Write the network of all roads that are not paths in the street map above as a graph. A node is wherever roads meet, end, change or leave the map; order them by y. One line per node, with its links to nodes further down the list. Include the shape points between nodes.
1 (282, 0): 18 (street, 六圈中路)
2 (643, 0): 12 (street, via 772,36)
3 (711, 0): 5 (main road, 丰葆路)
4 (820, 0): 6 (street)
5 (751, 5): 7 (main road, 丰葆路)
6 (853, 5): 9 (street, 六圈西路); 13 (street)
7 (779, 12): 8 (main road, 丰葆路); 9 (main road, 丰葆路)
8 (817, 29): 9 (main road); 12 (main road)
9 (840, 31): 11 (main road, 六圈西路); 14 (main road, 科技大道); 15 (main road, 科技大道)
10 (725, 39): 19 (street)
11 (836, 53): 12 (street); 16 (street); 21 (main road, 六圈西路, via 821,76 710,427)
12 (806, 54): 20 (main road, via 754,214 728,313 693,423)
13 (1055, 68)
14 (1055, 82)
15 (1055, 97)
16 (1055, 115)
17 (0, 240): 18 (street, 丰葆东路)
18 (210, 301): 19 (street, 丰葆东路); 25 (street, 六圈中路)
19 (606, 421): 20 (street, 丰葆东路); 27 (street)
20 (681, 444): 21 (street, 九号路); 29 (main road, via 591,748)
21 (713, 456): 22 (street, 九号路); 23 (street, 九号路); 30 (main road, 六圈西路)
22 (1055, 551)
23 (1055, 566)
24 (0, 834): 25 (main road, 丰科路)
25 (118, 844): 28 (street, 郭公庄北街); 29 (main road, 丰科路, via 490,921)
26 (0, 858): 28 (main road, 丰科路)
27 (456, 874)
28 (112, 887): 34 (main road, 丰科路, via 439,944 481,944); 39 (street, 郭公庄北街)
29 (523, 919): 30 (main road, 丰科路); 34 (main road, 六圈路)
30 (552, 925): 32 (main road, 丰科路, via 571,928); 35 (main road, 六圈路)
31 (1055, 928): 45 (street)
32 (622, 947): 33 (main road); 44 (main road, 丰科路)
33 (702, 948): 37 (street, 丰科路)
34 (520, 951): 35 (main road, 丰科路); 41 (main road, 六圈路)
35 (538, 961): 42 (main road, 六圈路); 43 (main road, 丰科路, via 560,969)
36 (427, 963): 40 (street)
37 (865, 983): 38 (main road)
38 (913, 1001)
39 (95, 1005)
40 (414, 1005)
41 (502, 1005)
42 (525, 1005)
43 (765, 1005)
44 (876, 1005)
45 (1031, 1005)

> _REQUIRED WORK_
Nothing in the data may be left out. Copy all of it exactly.

> _OUTPUT_
Write the network of all roads that are not paths in the street map above as a graph. A node is wherever roads meet, end, change or leave the map; order them by y. One line per node, with its links to nodes further down the list. Include the shape points between nodes.
1 (282, 0): 18 (street, 六圈中路)
2 (643, 0): 12 (street, via 772,36)
3 (711, 0): 5 (main road, 丰葆路)
4 (820, 0): 6 (street)
5 (751, 5): 7 (main road, 丰葆路)
6 (853, 5): 9 (street, 六圈西路); 13 (street)
7 (779, 12): 8 (main road, 丰葆路); 9 (main road, 丰葆路)
8 (817, 29): 9 (main road); 12 (main road)
9 (840, 31): 11 (main road, 六圈西路); 14 (main road, 科技大道); 15 (main road, 科技大道)
10 (725, 39): 19 (street)
11 (836, 53): 12 (street); 16 (street); 21 (main road, 六圈西路, via 821,76 710,427)
12 (806, 54): 20 (main road, via 754,214 728,313 693,423)
13 (1055, 68)
14 (1055, 82)
15 (1055, 97)
16 (1055, 115)
17 (0, 240): 18 (street, 丰葆东路)
18 (210, 301): 19 (street, 丰葆东路); 25 (street, 六圈中路)
19 (606, 421): 20 (street, 丰葆东路); 27 (street)
20 (681, 444): 21 (street, 九号路); 29 (main road, via 591,748)
21 (713, 456): 22 (street, 九号路); 23 (street, 九号路); 30 (main road, 六圈西路)
22 (1055, 551)
23 (1055, 566)
24 (0, 834): 25 (main road, 丰科路)
25 (118, 844): 28 (street, 郭公庄北街); 29 (main road, 丰科路, via 490,921)
26 (0, 858): 28 (main road, 丰科路)
27 (456, 874)
28 (112, 887): 34 (main road, 丰科路, via 439,944 481,944); 39 (street, 郭公庄北街)
29 (523, 919): 30 (main road, 丰科路); 34 (main road, 六圈路)
30 (552, 925): 32 (main road, 丰科路, via 571,928); 35 (main road, 六圈路)
31 (1055, 928): 45 (street)
32 (622, 947): 33 (main road); 44 (main road, 丰科路)
33 (702, 948): 37 (street, 丰科路)
34 (520, 951): 35 (main road, 丰科路); 41 (main road, 六圈路)
35 (538, 961): 42 (main road, 六圈路); 43 (main road, 丰科路, via 560,969)
36 (427, 963): 40 (street)
37 (865, 983): 38 (main road)
38 (913, 1001)
39 (95, 1005)
40 (414, 1005)
41 (502, 1005)
42 (525, 1005)
43 (765, 1005)
44 (876, 1005)
45 (1031, 1005)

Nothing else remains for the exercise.